◆ **How to complete this task**: For this exercise, retype all the data exactly and exclude every image.

◆ ◆ ◆ ◆ ◆

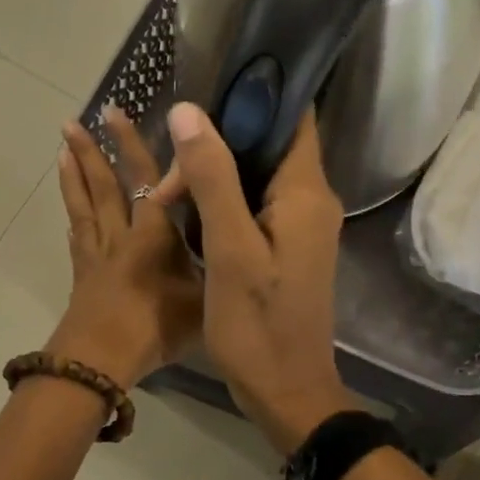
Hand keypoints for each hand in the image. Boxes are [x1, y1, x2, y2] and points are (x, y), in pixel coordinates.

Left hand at [50, 108, 201, 388]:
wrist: (102, 359)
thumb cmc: (156, 326)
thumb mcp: (203, 297)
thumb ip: (218, 267)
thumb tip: (237, 243)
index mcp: (153, 233)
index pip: (145, 178)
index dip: (132, 145)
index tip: (118, 113)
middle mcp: (121, 235)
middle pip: (104, 185)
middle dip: (93, 151)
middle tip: (74, 121)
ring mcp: (96, 255)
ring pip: (83, 207)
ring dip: (74, 176)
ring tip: (62, 149)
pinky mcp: (82, 276)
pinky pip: (77, 239)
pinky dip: (74, 220)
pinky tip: (70, 215)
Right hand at [163, 102, 351, 451]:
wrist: (285, 391)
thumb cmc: (258, 325)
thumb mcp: (230, 249)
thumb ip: (213, 178)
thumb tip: (188, 111)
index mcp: (306, 193)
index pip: (294, 116)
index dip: (256, 95)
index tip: (207, 89)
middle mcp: (311, 199)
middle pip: (267, 143)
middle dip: (216, 144)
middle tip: (170, 174)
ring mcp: (299, 223)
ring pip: (255, 173)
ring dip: (213, 174)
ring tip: (169, 192)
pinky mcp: (285, 244)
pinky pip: (253, 201)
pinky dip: (221, 197)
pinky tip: (187, 207)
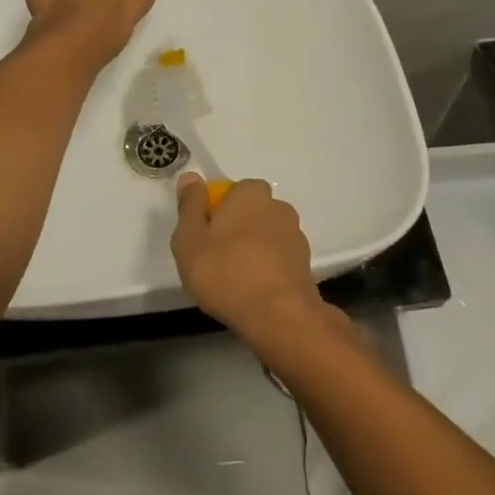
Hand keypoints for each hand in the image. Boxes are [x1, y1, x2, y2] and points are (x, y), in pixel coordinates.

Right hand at [171, 174, 328, 344]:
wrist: (279, 316)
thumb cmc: (226, 272)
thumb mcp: (190, 239)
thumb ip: (190, 206)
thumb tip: (191, 177)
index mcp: (250, 193)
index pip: (231, 191)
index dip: (216, 212)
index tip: (203, 238)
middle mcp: (278, 206)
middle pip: (250, 212)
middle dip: (236, 229)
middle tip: (216, 259)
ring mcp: (295, 235)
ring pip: (266, 235)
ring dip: (253, 249)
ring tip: (235, 280)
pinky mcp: (305, 263)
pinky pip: (279, 258)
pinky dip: (268, 268)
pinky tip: (254, 291)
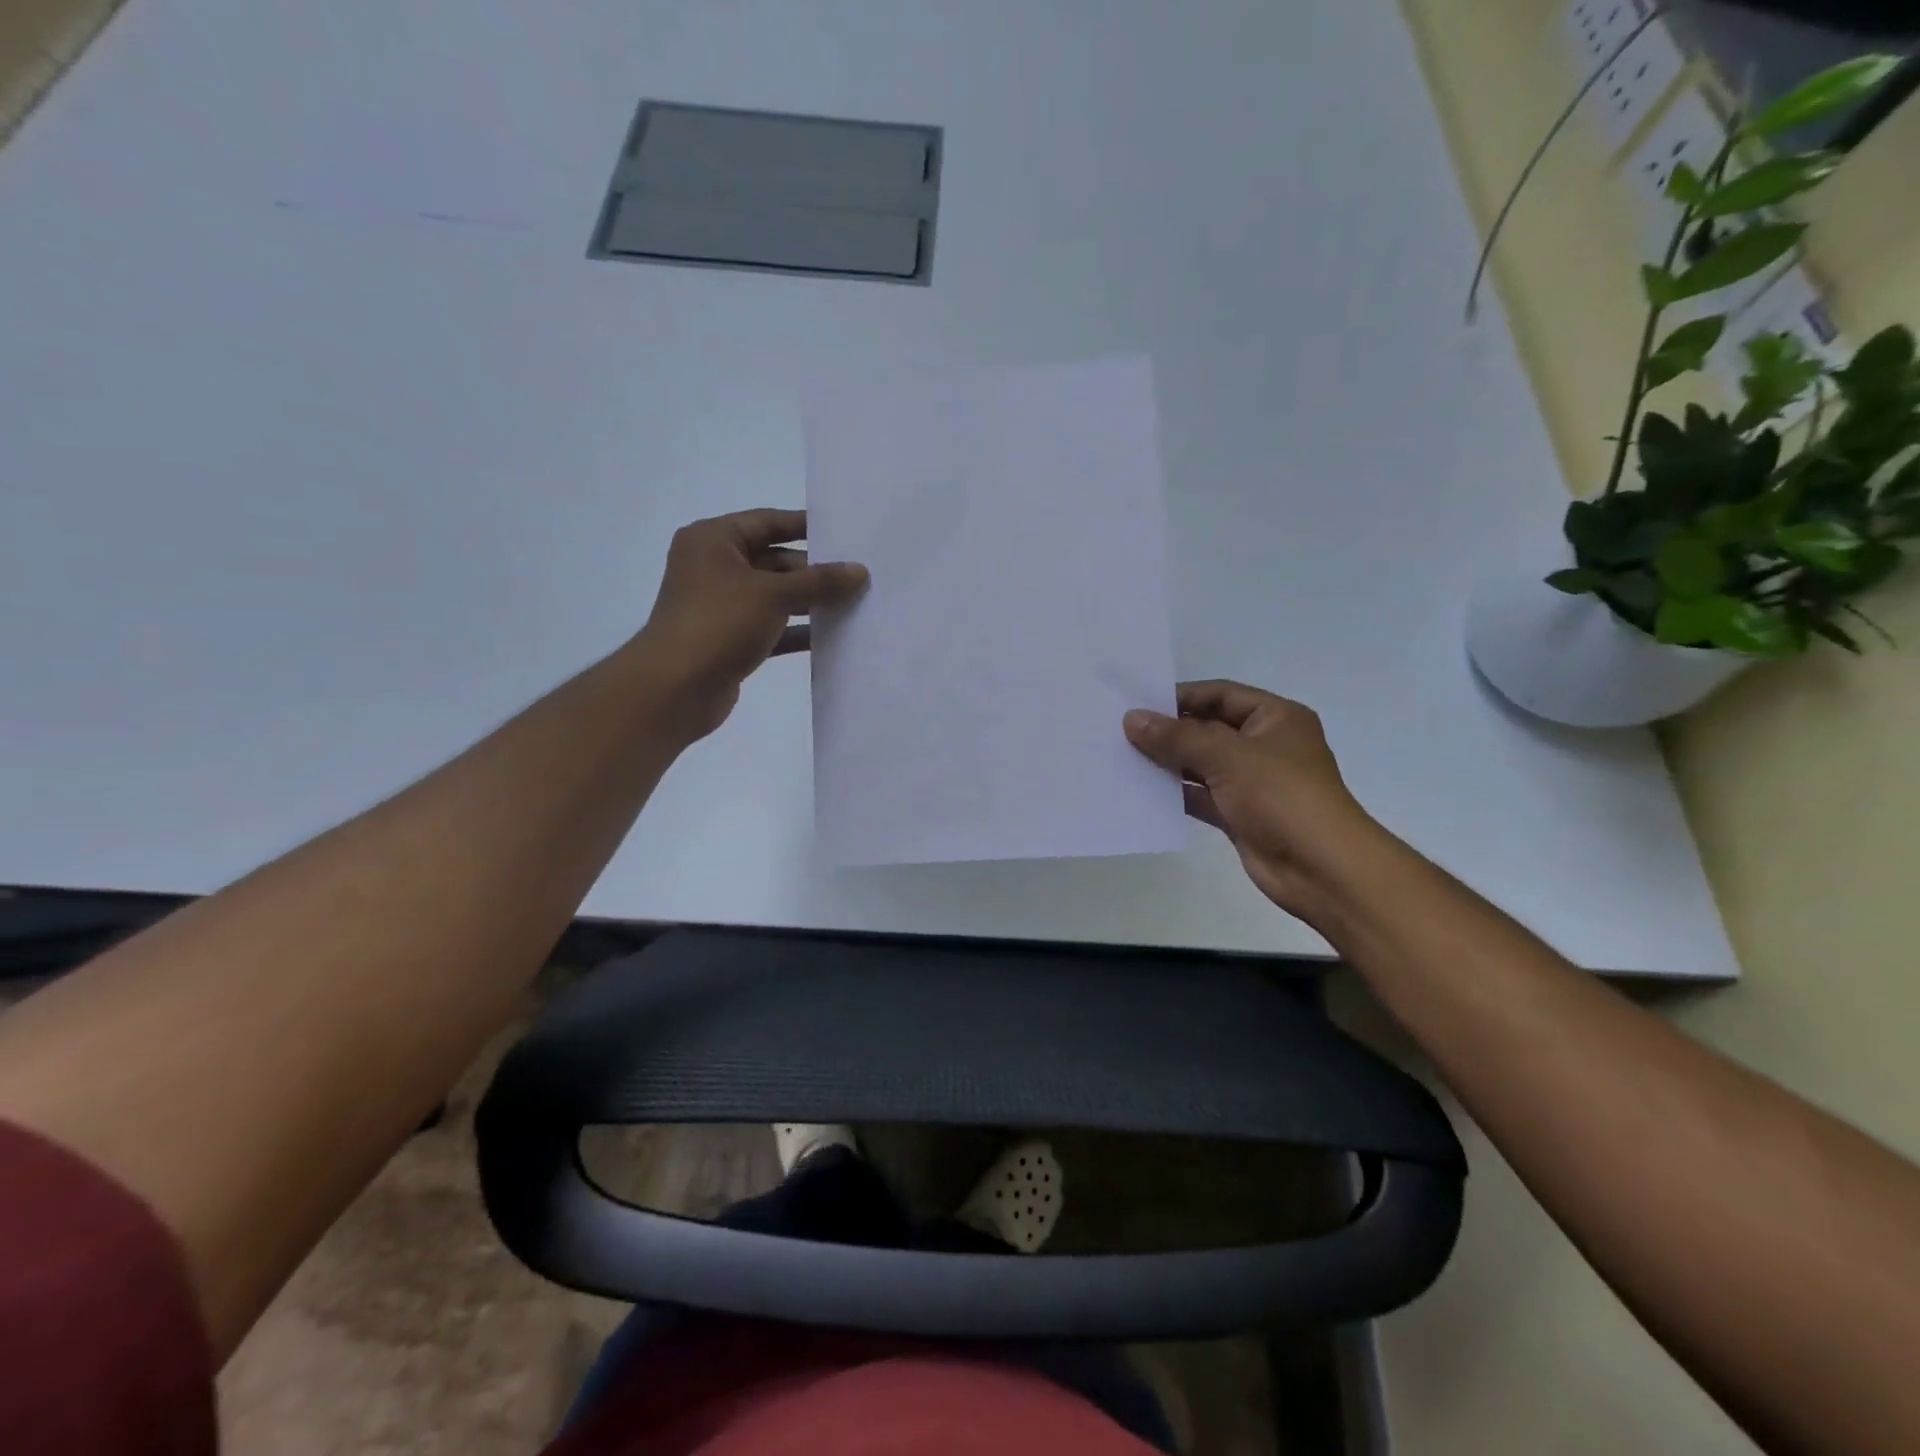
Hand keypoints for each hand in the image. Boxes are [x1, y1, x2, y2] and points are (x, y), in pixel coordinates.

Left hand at [634, 508, 867, 737]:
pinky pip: (772, 626)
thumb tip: (859, 570)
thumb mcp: (773, 594)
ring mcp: (722, 605)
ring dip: (810, 601)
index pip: (767, 522)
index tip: (845, 532)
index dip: (806, 526)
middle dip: (814, 571)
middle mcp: (714, 567)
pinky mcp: (731, 639)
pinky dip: (797, 630)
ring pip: (775, 596)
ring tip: (854, 604)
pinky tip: (831, 636)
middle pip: (774, 560)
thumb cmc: (719, 623)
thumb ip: (819, 581)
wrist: (675, 688)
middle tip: (859, 576)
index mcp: (713, 540)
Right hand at [1124, 681, 1380, 925]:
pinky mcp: (1240, 815)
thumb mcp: (1227, 756)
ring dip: (1168, 763)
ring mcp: (1252, 782)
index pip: (1220, 694)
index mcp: (1275, 718)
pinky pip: (1201, 797)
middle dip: (1169, 731)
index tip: (1137, 703)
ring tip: (1122, 757)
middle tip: (1120, 731)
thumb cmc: (1281, 796)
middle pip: (1208, 729)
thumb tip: (1132, 719)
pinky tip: (1141, 790)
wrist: (1321, 868)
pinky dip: (1175, 794)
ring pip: (1201, 764)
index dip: (1180, 696)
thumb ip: (1177, 737)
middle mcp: (1265, 745)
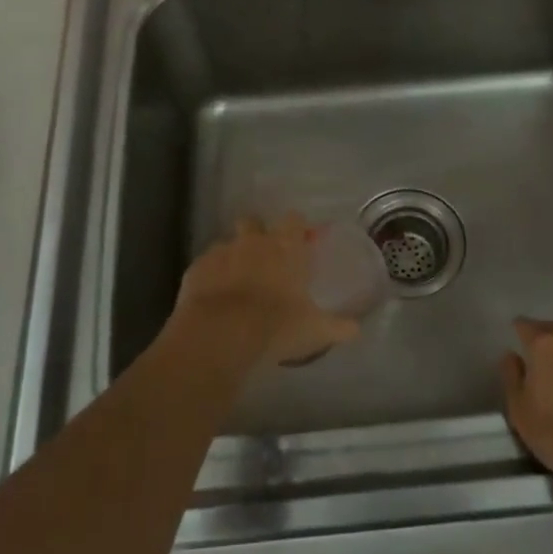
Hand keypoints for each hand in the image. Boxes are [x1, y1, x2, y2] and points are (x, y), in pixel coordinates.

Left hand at [172, 215, 360, 368]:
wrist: (221, 334)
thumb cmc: (276, 325)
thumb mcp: (315, 330)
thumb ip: (337, 327)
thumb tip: (356, 329)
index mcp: (286, 247)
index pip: (294, 219)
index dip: (296, 228)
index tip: (299, 242)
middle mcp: (254, 241)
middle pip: (254, 222)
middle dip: (258, 234)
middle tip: (264, 259)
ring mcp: (221, 251)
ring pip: (228, 243)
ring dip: (233, 257)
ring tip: (237, 283)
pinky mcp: (196, 269)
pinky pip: (205, 265)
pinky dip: (210, 276)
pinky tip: (214, 298)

◆ ◆ ◆ ◆ ◆

◆ **Response area**:
Hand keypoints for each hand in the image. Boxes are [x1, y1, x2, y2] and points are (x, y), in pixel coordinates.

Left hand at [50, 108, 201, 388]:
wrist: (102, 359)
thumb cmc: (156, 326)
thumb mcp: (203, 297)
thumb ip: (218, 267)
thumb tip: (237, 243)
index mcp: (153, 233)
index pip: (145, 178)
index dip: (132, 145)
index tip: (118, 113)
middle mcp: (121, 235)
middle pip: (104, 185)
middle dip: (93, 151)
middle tip: (74, 121)
ring mcp: (96, 255)
ring pip: (83, 207)
ring dip: (74, 176)
ring tip: (62, 149)
pinky mcp: (82, 276)
pinky pip: (77, 239)
pinky dip: (74, 220)
pinky tip: (70, 215)
Right hand at [163, 102, 351, 451]:
wrist: (285, 391)
thumb cmc: (258, 325)
thumb mcp: (230, 249)
thumb ip: (213, 178)
thumb tip: (188, 111)
index mcp: (306, 193)
index pip: (294, 116)
index dip: (256, 95)
index tip: (207, 89)
middle mcp: (311, 199)
middle pip: (267, 143)
middle dip: (216, 144)
middle tip: (170, 174)
ring mcp: (299, 223)
ring pip: (255, 173)
ring dip: (213, 174)
ring tip: (169, 192)
pinky mcp: (285, 244)
pinky pip: (253, 201)
pinky dip: (221, 197)
pinky tip: (187, 207)
Hand keypoints for each hand in the image. Boxes are [x1, y1, x2, y2] and points are (x, y), in pixel coordinates.

Right hand at [171, 174, 328, 344]:
wrist: (279, 316)
thumb cmc: (226, 272)
thumb mcp: (190, 239)
thumb ip: (190, 206)
thumb tip: (191, 177)
index mcp: (250, 193)
index pip: (231, 191)
index dip: (216, 212)
index tip: (203, 238)
middle mcp: (278, 206)
middle pip: (250, 212)
middle dip: (236, 229)
middle tip: (216, 259)
ring mcp: (295, 235)
ring pip: (266, 235)
ring dip: (253, 249)
ring tip: (235, 280)
pinky mcp: (305, 263)
pinky pip: (279, 258)
pinky dip: (268, 268)
pinky tip: (254, 291)
Hand keypoints for each hand in the image. Boxes are [x1, y1, x2, y2] and points are (x, y), in pixel coordinates.

Left hand at [634, 508, 867, 737]:
pinky pip: (772, 626)
thumb tip: (859, 570)
thumb mcp: (773, 594)
ring mcp: (722, 605)
ring dip: (810, 601)
index pip: (767, 522)
index tip: (845, 532)
index dip: (806, 526)
middle dip: (814, 571)
middle mcp: (714, 567)
pinky mcp: (731, 639)
pinky dip: (797, 630)
ring pip: (775, 596)
ring tip: (854, 604)
pinky tip: (831, 636)
middle pip: (774, 560)
thumb cmc: (719, 623)
thumb ip: (819, 581)
wrist: (675, 688)
middle tip: (859, 576)
index mcp: (713, 540)
Right hand at [1124, 681, 1380, 925]:
pinky mcp: (1240, 815)
thumb mcp: (1227, 756)
ring dip: (1168, 763)
ring mcp: (1252, 782)
index pip: (1220, 694)
index mcp: (1275, 718)
pinky pip: (1201, 797)
middle dip: (1169, 731)
index tip: (1137, 703)
ring tip: (1122, 757)
middle tip: (1120, 731)
thumb cmc: (1281, 796)
middle pip: (1208, 729)
thumb tip: (1132, 719)
pinky tip: (1141, 790)
wrist: (1321, 868)
pinky dip: (1175, 794)
ring pip: (1201, 764)
index dip: (1180, 696)
thumb ip: (1177, 737)
middle mcp: (1265, 745)
Hand keypoints for each hand in the image. Boxes are [x1, y1, x2, y2] and points are (x, y), in pixel coordinates.

Left hand at [172, 215, 360, 368]:
wrist: (221, 334)
thumb cmc: (276, 325)
thumb mcp: (315, 330)
thumb ip: (337, 327)
thumb tip: (356, 329)
index mcp: (286, 247)
index pip: (294, 219)
index dip: (296, 228)
index tip: (299, 242)
middle mcp: (254, 241)
middle pip: (254, 222)
middle dip: (258, 234)
middle tip: (264, 259)
ring mcp: (221, 251)
ring pip: (228, 243)
ring dip: (233, 257)
ring tip: (237, 283)
pinky mcp: (196, 269)
pinky pip: (205, 265)
pinky dip: (210, 276)
pinky tip: (214, 298)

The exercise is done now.